Help with clusters; multi-elastisearch (opensearch) vs multi-graylog clusters

1. Describe your incident:
I am looking for general guidance on clusters and am confused.
I’m referencing this doc: https://graylog.org/post/back-to-basics-from-single-server-to-graylog-cluster/
But almost every link within it 404s.
What is the difference between multi-elasti/opensearch and multi-graylog clusters? I need help understanding this primarily.

Secondly, what would be my better use case for my infrastructure. I’ve got multiple data centers that, ideally, each have their own syslog (graylog) to collect logs locally, and send them all to one central, searchable web interface (again graylog). So should I have multi-graylog or multi-opensearch instances here? I am entirely new to graylog and central logging services all together.

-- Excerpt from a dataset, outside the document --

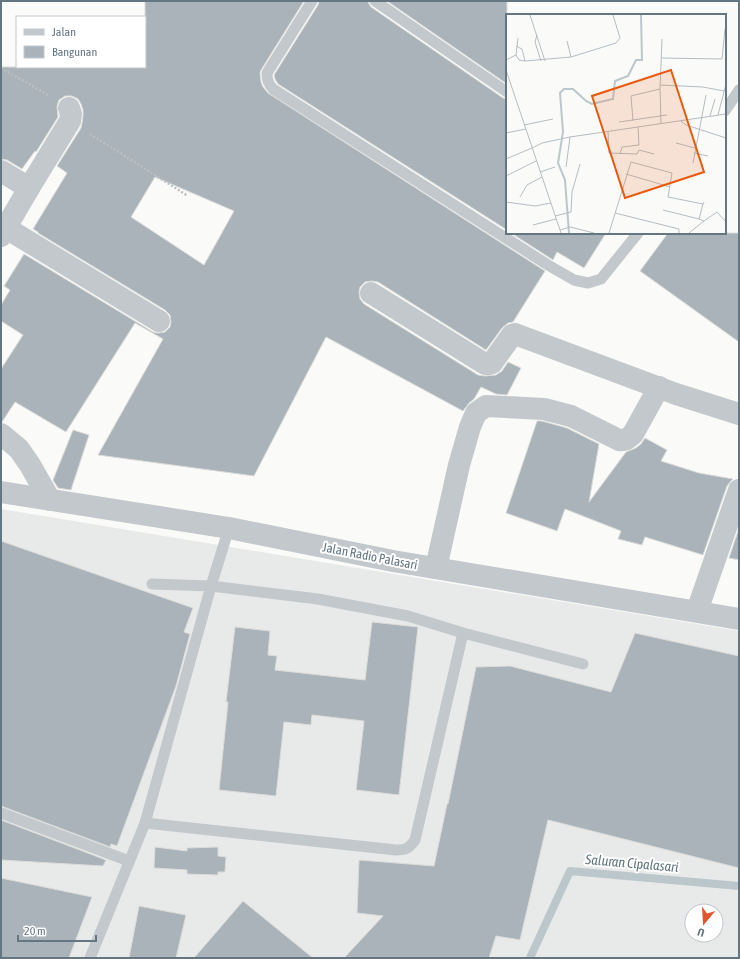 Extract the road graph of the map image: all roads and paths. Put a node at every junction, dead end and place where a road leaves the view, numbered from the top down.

2. Describe your environment:

  • OS Information: Linux, Ubuntu Server 22.04 LTS, latest OS and package updates/upgrades applied.

  • Package Version:
    Graylog Open
    graylog-5.2-repository/stable,now 1-2 all [installed]
    graylog-server/stable,now 5.2.5-1 amd64 [installed]
    graylog-sidecar-repository/now 1-5 all [installed,local]
    graylog-sidecar/sidecar-stable,now 1.5.0-2 amd64 [installed]

opensearch/stable,now 2.12.0 amd64 [installed]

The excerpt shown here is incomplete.